Stored data entries.
******
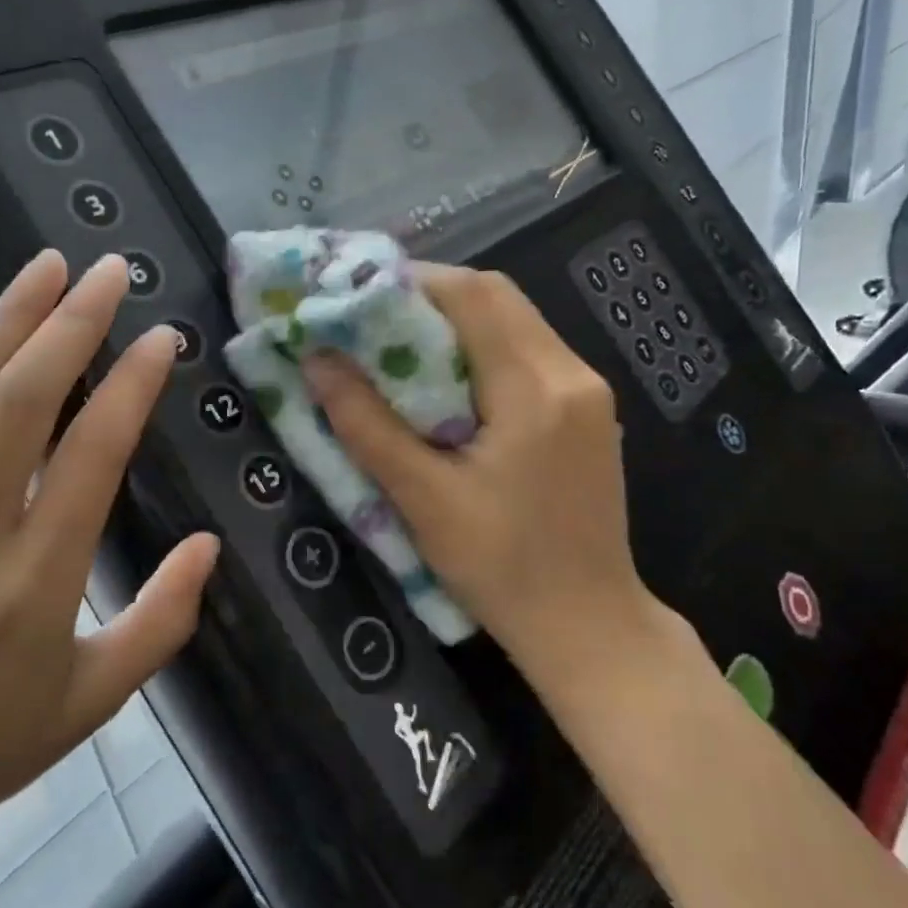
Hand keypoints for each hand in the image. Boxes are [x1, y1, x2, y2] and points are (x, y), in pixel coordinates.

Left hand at [0, 251, 218, 864]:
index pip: (92, 456)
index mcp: (36, 583)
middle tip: (109, 271)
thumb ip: (163, 618)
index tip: (162, 338)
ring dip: (5, 321)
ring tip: (46, 268)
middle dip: (71, 325)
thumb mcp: (100, 698)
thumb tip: (206, 544)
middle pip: (20, 403)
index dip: (131, 386)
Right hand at [304, 264, 680, 687]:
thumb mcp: (423, 500)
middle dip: (431, 295)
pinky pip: (529, 352)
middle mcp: (571, 374)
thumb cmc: (502, 570)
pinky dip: (482, 347)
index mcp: (535, 390)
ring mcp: (588, 391)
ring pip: (515, 321)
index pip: (475, 296)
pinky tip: (447, 379)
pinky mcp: (588, 412)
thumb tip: (317, 361)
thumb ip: (367, 425)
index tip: (358, 295)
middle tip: (372, 318)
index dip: (413, 281)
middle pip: (498, 297)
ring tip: (399, 344)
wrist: (589, 626)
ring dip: (456, 320)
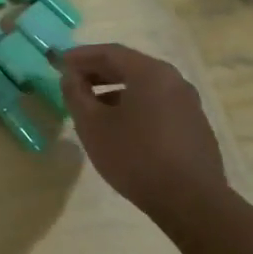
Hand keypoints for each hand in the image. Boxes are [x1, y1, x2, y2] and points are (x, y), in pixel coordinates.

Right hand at [61, 44, 229, 223]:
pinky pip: (157, 104)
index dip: (80, 55)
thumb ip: (75, 94)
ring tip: (91, 107)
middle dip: (97, 71)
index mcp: (150, 73)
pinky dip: (133, 105)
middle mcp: (173, 80)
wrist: (191, 201)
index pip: (109, 52)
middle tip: (72, 80)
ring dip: (114, 90)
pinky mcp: (194, 125)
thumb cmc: (135, 156)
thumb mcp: (92, 125)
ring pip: (144, 86)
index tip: (58, 62)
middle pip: (129, 66)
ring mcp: (188, 103)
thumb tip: (70, 76)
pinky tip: (119, 126)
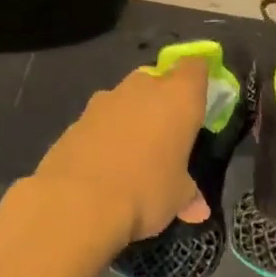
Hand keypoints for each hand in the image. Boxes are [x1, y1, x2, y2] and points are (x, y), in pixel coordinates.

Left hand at [33, 61, 210, 251]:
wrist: (77, 202)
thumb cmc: (145, 191)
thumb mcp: (177, 198)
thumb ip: (189, 195)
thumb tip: (198, 210)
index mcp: (178, 98)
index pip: (194, 67)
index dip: (197, 78)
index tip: (199, 98)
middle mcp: (141, 89)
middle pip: (156, 80)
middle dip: (161, 100)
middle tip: (166, 133)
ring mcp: (104, 101)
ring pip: (124, 99)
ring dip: (130, 117)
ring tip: (133, 153)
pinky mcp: (75, 120)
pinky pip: (99, 121)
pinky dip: (104, 135)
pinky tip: (103, 165)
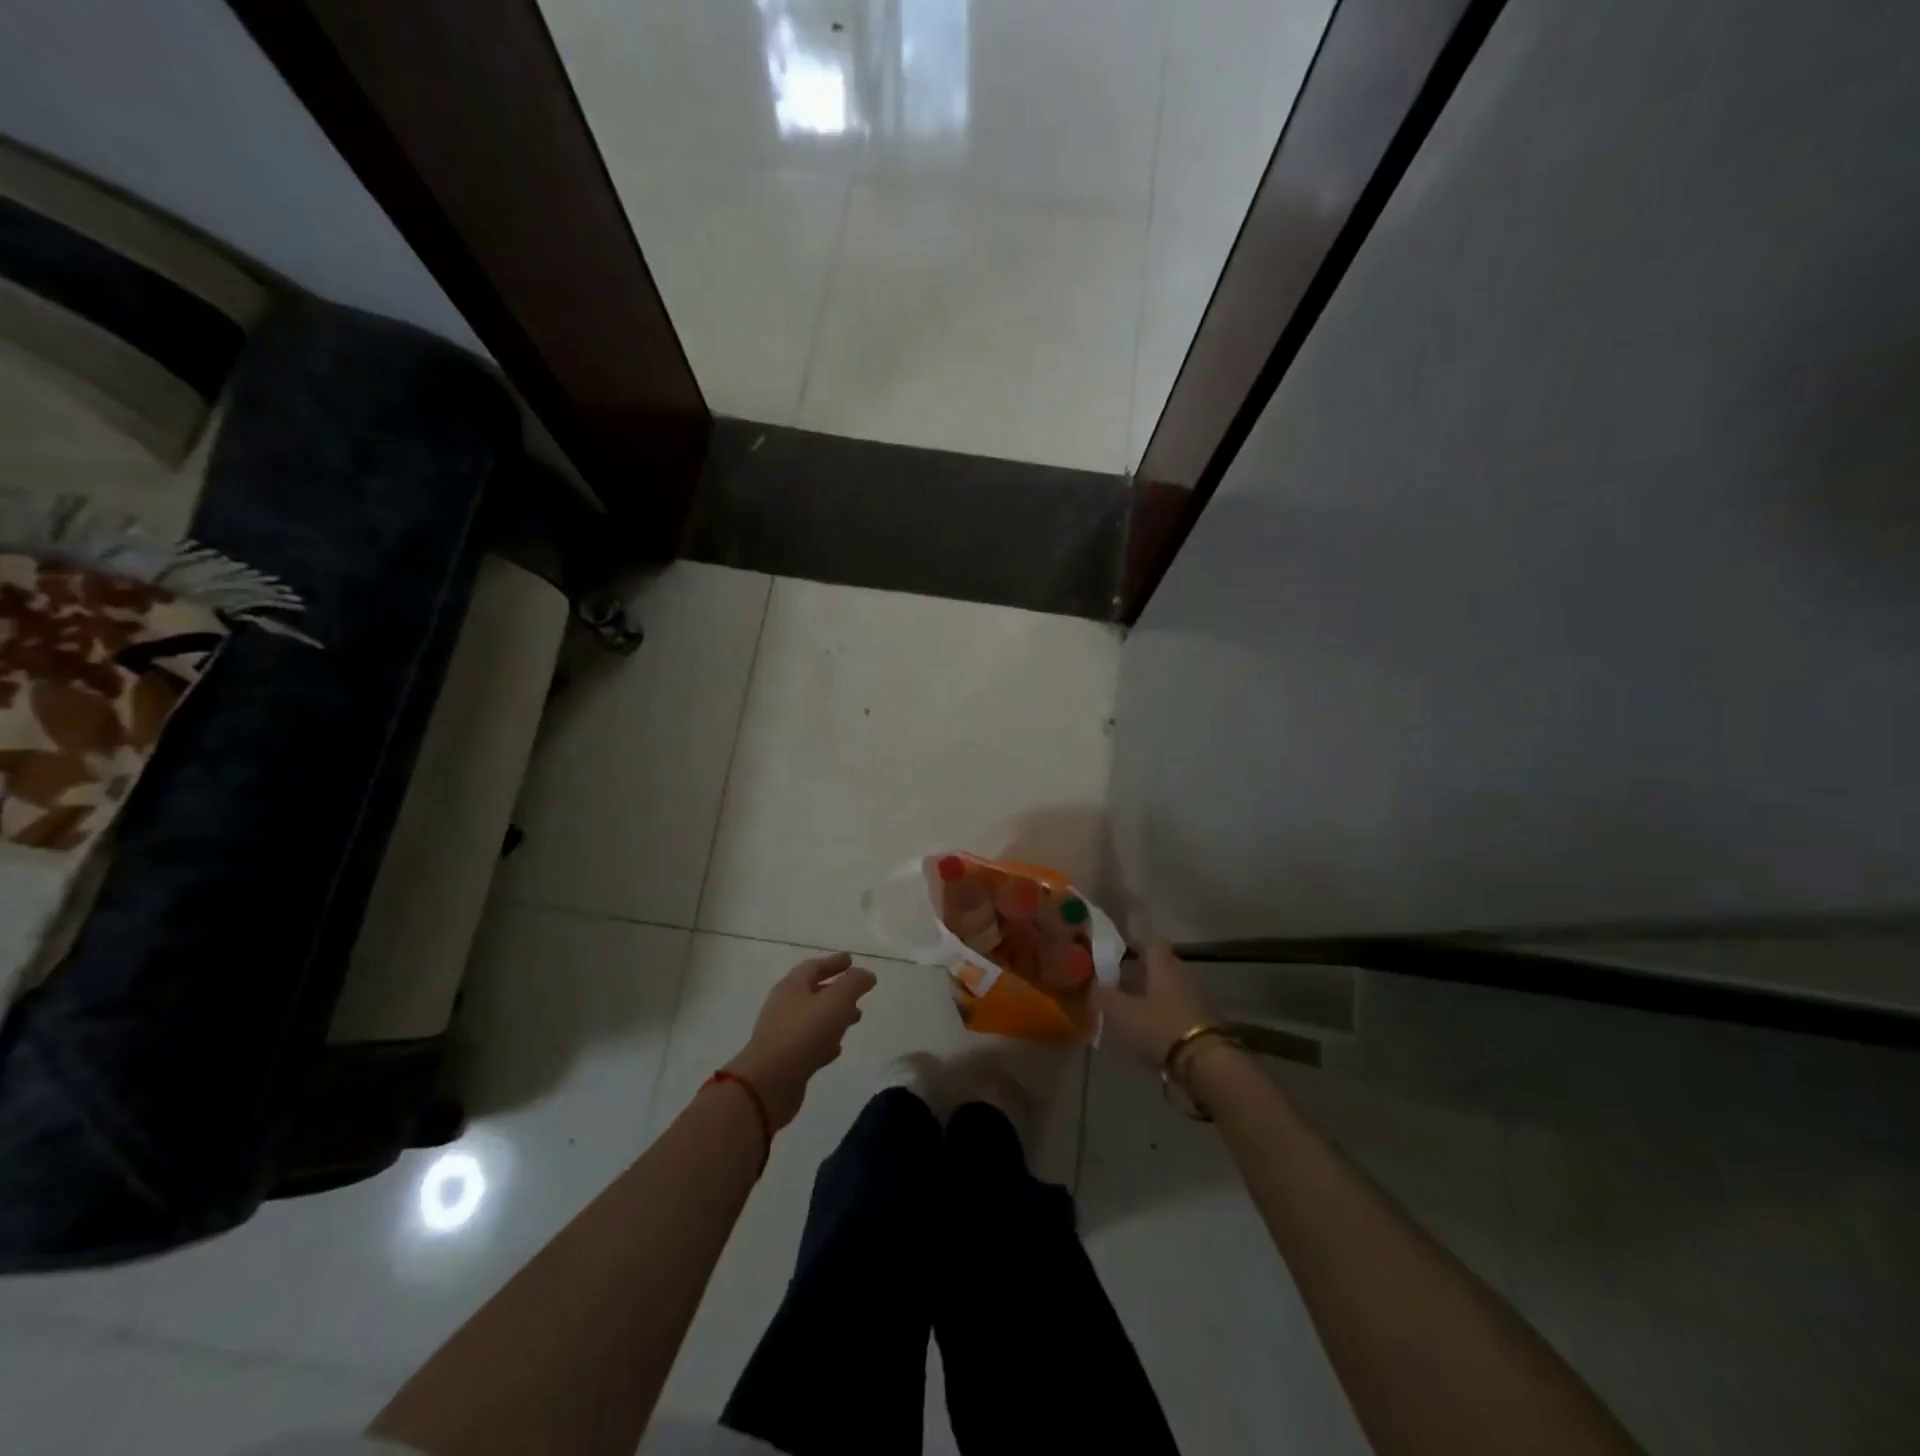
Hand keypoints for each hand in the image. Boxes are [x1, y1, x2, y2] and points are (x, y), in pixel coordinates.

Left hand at [726, 952, 877, 1128]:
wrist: (769, 1083)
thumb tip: (866, 974)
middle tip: (858, 991)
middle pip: (813, 991)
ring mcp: (782, 1033)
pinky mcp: (785, 1059)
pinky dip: (825, 1040)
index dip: (834, 962)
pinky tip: (837, 1048)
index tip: (851, 959)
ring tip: (856, 1018)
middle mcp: (784, 1005)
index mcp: (792, 986)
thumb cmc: (804, 1033)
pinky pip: (809, 1042)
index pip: (814, 966)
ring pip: (813, 1018)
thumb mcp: (836, 1001)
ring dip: (834, 1016)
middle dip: (837, 990)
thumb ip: (854, 984)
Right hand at [1093, 941, 1215, 1066]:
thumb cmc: (1159, 1028)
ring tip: (1135, 1011)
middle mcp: (1184, 974)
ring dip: (1156, 995)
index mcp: (1164, 965)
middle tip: (1122, 986)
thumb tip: (1095, 983)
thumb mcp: (1122, 1013)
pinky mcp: (1207, 1020)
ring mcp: (1198, 997)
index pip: (1151, 943)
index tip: (1118, 959)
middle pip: (1162, 965)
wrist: (1206, 1063)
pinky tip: (1154, 1030)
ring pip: (1172, 987)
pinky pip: (1182, 1008)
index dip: (1134, 948)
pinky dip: (1168, 1014)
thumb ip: (1105, 995)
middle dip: (1143, 973)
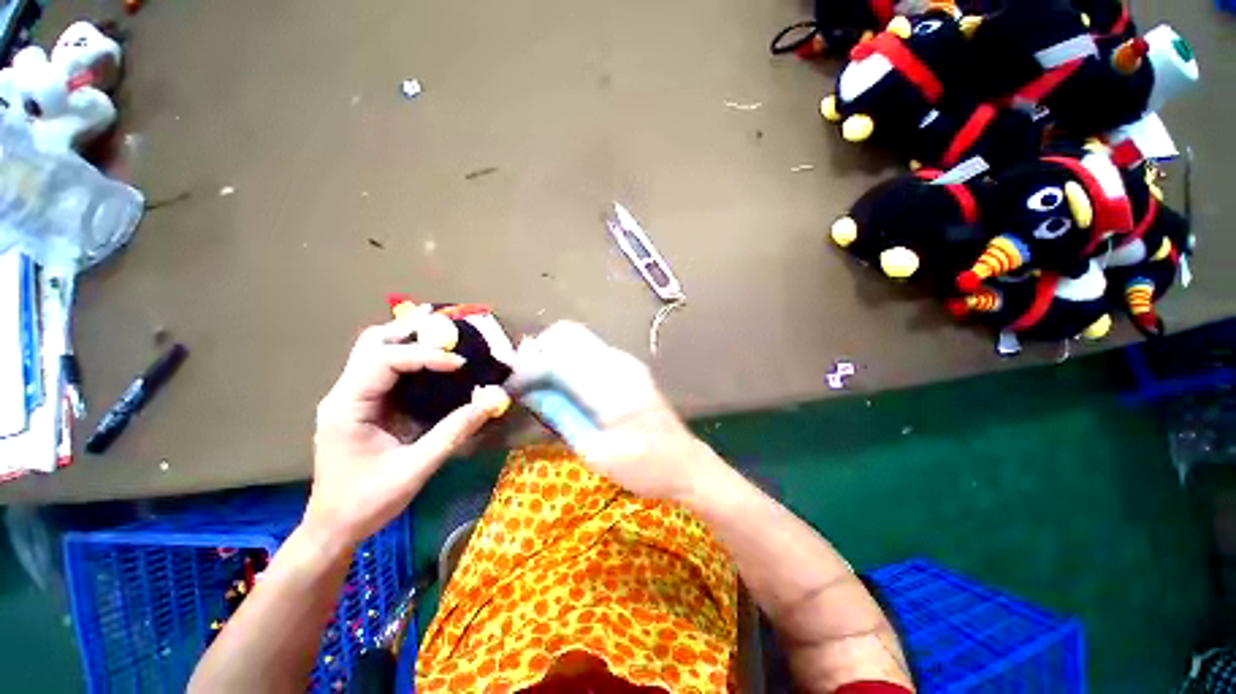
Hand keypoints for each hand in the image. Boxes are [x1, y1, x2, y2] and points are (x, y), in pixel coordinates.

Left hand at [306, 319, 509, 553]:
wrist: (334, 528)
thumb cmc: (367, 502)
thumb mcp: (415, 469)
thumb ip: (453, 433)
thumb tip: (490, 402)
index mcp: (347, 407)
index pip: (384, 361)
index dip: (425, 355)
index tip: (461, 364)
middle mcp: (345, 394)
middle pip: (372, 343)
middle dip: (411, 332)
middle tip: (450, 333)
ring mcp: (353, 397)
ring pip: (377, 351)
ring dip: (411, 340)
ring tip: (446, 339)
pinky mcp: (366, 405)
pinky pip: (388, 370)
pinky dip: (413, 359)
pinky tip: (436, 362)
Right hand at [510, 321, 719, 500]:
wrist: (686, 464)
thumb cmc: (644, 467)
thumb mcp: (596, 452)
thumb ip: (562, 417)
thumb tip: (532, 392)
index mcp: (610, 385)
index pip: (556, 358)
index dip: (528, 369)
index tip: (513, 388)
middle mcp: (618, 362)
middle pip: (566, 333)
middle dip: (538, 352)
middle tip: (526, 382)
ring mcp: (625, 361)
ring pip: (577, 338)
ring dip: (552, 354)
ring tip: (540, 385)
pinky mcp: (627, 367)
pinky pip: (588, 350)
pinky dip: (568, 360)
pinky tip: (565, 386)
******
PROMPT. Scan each line of the entries above for the word "wrist" and report how many lines contain it, with nothing else.

SOLUTION FOR THIS EXERCISE. 7